I am asked a lot about what the ODT Hub is – and it’s hard to answer as a lot of the ideas we have are not finalised. What I can share are the three words that we hope will sum up exactly what the ODT Hub will become; safer, simpler and supportive; and every change we make has to fit at least one of these words.

One area where we will achieve all three goals is to improve our organ allocation policies and have Duty Office employees undertake all organ offering, and the next step towards this is to have the ODT Hub undertake cardiothoracic organ offering.

It will be safer because information will not need to be passed from the Duty Office to the Senior Nurses - Organ Donation (SN-ODs) and the recent introduction of super urgent and urgent lung allocation is already saving lives.

It will be simpler because we will find new ways to offer our organs, such as the introduction of group offering for cardiothoracic organs on the 25 June.
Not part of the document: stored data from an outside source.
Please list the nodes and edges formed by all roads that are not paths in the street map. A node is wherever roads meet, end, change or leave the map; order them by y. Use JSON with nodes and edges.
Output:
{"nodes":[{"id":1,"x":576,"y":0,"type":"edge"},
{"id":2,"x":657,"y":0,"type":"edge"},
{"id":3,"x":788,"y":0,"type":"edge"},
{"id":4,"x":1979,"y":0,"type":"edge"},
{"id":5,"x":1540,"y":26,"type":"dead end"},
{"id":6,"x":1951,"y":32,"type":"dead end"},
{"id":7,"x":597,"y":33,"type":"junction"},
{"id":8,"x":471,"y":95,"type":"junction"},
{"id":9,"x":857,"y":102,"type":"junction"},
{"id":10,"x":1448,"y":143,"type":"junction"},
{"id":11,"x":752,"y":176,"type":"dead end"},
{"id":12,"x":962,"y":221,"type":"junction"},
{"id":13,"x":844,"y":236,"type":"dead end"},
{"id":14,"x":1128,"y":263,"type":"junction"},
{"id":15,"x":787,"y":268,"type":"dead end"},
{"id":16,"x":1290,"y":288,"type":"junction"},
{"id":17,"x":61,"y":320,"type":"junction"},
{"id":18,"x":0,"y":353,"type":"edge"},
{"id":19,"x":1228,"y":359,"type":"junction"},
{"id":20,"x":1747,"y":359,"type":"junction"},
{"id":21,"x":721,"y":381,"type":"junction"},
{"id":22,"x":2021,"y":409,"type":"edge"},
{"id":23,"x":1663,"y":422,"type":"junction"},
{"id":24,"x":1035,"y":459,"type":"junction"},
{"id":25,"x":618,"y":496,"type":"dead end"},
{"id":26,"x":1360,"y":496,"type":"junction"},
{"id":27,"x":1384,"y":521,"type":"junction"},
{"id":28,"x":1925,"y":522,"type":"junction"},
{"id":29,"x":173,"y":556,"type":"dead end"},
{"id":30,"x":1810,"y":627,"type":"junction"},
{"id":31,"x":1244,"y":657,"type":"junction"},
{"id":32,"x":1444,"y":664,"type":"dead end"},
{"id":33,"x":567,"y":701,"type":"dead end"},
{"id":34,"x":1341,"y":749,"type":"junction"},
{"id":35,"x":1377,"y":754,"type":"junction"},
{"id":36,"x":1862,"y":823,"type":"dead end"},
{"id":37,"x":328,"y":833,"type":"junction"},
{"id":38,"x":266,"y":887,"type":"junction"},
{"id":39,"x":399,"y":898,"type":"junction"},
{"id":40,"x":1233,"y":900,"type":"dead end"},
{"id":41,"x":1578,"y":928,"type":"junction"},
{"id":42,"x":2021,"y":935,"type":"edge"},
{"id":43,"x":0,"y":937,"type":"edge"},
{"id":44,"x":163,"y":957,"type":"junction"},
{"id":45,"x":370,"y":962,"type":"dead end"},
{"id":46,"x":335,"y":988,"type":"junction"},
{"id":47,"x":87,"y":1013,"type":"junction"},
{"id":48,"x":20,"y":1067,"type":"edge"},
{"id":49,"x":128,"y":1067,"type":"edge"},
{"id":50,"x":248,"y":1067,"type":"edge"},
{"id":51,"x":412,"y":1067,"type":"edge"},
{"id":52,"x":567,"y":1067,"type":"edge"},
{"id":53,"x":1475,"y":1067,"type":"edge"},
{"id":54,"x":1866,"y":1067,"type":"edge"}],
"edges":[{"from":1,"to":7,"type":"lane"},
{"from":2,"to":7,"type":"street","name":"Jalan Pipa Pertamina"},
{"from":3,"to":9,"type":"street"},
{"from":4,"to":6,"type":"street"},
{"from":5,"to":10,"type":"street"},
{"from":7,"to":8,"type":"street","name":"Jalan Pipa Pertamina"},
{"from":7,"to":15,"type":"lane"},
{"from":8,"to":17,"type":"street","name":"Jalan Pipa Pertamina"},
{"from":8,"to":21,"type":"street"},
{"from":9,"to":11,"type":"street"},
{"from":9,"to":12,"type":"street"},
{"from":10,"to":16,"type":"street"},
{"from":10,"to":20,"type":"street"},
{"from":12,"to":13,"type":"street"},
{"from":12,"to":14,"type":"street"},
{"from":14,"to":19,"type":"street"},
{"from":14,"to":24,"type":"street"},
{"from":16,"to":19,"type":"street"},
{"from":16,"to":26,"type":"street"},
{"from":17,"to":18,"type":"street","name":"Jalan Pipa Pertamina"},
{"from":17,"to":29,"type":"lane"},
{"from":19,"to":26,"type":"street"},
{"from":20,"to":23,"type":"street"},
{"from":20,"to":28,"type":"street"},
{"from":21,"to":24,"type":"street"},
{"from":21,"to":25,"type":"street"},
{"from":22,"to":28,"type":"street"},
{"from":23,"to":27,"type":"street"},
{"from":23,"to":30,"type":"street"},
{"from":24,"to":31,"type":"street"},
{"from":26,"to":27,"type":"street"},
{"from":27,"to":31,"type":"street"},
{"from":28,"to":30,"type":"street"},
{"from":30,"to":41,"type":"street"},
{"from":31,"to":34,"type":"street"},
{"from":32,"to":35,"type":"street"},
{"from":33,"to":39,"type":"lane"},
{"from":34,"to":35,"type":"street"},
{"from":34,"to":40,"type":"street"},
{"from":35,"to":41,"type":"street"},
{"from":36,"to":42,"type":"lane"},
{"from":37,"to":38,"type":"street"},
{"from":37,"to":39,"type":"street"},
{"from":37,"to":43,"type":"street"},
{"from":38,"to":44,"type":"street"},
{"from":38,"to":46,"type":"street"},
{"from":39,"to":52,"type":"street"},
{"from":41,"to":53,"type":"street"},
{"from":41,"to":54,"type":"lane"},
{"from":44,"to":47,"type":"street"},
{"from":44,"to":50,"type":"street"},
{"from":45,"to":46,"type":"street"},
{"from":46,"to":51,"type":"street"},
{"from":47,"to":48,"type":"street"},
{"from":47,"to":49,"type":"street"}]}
By sending out simultaneous offers for heart and lungs we have reduced offering to a three-step process (and greatly reduced the amount of time offering takes).

It will be supportive because while the ODT Hub is offering organs, the SN-ODs will have more time to spend on the unit with the staff caring for their donor, or they will have more time to spend with the donor family.

But the ODT Hub can’t be all these things without a period of learning and practical experience. This is why we are starting a cardiothoracic offering pilot to enable staff in the Duty Office to gain more experience of offering all heart and lungs.

SN-ODs and recipient centres have all been asked to get involved and allow Duty Office employees to offer organs. We will then collect feedback from everyone involved and, through this, we will learn how we can provide a better service (and how this change will impact on us all).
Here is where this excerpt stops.